April 24, 2010, 7:29PM

Maybe it is because “bully” is a word often associated with children and the playground that the consequences of the behavior are often ignored until it is too late. Perhaps synonyms for the word — coerce, terrorize, tyrannize — more accurately describe the devastating effects for the victims of these actions. Sadly, bullying in our society has escalated to a serious mental health issue that is dramatically affecting the lives of young people and their families.

Recent headlines regarding the suicide deaths of several youths victimized by bullying are both tragic and concerning. As a parent, I cannot imagine the profound sense of loss, grief, anger and confusion that the families of these children must feel, nor can I imagine the deep emotional distress and hopelessness these adolescents suffered that led them to take their own lives as a solution.

Bullying today is not the occasional teasing that many of us remember from school, though that should not be taken lightly.
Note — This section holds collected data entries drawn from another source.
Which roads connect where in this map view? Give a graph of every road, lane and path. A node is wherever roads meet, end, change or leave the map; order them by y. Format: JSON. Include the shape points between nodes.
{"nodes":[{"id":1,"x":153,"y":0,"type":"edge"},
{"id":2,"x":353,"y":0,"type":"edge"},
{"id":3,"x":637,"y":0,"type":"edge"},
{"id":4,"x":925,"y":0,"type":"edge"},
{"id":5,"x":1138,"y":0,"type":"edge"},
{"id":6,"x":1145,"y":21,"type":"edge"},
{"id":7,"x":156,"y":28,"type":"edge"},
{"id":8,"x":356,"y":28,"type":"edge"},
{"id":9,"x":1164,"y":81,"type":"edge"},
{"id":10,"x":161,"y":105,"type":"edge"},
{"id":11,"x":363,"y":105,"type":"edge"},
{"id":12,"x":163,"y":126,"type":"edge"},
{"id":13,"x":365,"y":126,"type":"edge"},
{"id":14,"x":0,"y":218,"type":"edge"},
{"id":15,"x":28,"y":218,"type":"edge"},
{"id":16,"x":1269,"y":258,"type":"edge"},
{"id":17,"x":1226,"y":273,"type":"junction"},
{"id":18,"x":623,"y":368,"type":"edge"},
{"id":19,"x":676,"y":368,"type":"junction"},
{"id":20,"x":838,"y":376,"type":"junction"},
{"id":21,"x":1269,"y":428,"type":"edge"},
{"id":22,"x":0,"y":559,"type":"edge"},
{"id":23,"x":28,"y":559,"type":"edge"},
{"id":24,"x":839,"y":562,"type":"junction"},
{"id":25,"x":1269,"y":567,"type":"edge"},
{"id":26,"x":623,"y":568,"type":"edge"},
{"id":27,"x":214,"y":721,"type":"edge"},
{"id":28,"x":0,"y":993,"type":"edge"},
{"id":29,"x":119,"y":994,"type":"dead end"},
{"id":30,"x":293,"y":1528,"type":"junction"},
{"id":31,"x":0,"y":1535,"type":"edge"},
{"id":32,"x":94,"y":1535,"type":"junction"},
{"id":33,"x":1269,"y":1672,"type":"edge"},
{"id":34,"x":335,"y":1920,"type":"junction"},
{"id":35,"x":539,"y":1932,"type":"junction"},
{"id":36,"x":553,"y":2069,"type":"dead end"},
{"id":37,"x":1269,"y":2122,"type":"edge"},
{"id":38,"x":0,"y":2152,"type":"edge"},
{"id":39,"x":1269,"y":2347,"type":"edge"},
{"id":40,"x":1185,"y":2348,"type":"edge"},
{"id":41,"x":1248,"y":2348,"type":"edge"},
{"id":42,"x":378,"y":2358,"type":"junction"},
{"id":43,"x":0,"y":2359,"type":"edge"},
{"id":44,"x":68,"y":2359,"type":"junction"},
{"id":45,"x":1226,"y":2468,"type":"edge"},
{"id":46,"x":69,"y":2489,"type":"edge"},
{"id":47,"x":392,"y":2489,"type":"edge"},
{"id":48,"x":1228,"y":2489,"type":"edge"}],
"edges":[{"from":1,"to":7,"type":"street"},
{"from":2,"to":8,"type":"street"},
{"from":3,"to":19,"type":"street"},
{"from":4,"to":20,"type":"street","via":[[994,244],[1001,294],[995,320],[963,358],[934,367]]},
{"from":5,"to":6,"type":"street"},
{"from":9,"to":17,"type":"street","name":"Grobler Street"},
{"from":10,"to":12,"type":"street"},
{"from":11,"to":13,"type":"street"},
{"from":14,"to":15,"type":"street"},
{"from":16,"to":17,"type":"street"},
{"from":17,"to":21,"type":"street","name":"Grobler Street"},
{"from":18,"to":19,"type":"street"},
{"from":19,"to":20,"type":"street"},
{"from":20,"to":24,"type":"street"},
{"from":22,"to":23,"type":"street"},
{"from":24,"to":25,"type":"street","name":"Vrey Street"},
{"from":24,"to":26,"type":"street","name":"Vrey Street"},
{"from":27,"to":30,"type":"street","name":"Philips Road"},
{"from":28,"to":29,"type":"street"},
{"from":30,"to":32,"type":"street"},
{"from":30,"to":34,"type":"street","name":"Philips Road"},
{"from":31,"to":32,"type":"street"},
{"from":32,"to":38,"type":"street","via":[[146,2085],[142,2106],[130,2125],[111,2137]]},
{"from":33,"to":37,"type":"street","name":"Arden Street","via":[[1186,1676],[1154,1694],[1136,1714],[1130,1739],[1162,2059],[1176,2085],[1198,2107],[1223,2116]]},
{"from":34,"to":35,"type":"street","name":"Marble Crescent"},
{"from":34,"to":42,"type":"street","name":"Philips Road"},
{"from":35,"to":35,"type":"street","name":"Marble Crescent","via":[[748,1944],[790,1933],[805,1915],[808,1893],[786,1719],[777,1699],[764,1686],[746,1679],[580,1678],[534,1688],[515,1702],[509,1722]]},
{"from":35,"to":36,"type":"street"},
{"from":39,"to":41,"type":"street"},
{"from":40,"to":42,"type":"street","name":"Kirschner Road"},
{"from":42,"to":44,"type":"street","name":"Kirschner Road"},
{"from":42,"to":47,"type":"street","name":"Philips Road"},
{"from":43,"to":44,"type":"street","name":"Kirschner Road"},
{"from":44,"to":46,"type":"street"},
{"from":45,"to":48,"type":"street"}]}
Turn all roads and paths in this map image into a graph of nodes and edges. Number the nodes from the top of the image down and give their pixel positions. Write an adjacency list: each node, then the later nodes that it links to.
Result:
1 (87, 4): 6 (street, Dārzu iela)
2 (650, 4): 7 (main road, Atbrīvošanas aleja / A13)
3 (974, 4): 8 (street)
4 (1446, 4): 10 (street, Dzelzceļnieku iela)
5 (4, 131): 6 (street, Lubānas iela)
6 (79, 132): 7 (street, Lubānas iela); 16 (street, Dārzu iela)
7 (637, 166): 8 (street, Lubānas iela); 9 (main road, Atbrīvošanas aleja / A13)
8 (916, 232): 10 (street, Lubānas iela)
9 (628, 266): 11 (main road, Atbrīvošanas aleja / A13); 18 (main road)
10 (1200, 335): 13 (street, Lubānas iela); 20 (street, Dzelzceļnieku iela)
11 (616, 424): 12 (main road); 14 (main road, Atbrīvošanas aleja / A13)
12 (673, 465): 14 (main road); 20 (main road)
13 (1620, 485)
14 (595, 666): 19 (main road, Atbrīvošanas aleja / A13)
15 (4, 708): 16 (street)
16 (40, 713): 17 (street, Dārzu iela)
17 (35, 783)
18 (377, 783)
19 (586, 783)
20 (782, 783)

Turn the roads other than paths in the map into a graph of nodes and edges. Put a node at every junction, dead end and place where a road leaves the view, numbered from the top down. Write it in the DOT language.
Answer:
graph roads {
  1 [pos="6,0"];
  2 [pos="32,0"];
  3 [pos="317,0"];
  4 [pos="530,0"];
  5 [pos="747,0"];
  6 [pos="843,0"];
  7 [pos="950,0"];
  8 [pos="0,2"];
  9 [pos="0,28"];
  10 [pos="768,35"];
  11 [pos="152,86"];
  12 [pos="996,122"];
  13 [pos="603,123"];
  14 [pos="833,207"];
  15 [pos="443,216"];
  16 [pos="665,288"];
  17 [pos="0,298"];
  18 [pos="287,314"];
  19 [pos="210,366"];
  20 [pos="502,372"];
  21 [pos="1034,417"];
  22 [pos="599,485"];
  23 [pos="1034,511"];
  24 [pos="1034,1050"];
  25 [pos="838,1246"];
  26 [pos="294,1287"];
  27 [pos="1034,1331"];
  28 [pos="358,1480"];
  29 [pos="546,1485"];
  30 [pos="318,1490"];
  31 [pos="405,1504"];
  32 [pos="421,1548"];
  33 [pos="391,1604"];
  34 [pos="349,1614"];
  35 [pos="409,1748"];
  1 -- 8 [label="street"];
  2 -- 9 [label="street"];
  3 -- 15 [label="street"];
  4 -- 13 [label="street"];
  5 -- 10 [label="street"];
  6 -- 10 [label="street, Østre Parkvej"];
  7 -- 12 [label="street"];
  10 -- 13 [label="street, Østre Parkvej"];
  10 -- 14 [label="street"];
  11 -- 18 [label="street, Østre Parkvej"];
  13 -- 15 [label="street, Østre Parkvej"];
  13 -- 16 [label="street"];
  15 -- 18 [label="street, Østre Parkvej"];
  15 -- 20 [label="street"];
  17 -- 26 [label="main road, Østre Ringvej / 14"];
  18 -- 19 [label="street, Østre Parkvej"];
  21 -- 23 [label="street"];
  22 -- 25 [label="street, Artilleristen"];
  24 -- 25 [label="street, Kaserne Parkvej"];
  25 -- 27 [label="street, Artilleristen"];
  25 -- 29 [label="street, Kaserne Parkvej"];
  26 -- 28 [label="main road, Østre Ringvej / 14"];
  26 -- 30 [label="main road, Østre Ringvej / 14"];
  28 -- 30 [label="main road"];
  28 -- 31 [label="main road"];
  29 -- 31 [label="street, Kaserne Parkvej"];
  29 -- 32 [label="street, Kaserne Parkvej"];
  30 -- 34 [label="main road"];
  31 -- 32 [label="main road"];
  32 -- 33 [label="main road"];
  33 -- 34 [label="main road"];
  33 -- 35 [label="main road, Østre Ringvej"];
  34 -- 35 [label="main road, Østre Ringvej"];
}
It is now constant harassment in the form of physical assaults, verbal attacks, cyberattacks and exclusion from social interactions and activities that literally has some children and teens in a daily panic.

As an advocate who has spent years working on mental health issues, I fear that we are encountering a growing public health crisis that reflects a systemic breakdown that is proving increasingly detrimental to the emotional and physical safety of our young people.

Developmentally, children and teens are at extremely fragile stages in terms of sense of identity and self-esteem. Their relationships with their peers are an integral part of how they see themselves and their sense of worth, which makes being bullied so dangerous.

In addition, children and teens look to the adults in their lives for validation, appreciation and protection. This makes the responses, or lack thereof, from grown-ups to the bully so important. These young victims need to know they have a reliable support network of parents, teachers and other adults who will take the necessary steps to keep them safe. Having an adult dismiss bullying as no big deal can be almost as dangerous as the abuse itself.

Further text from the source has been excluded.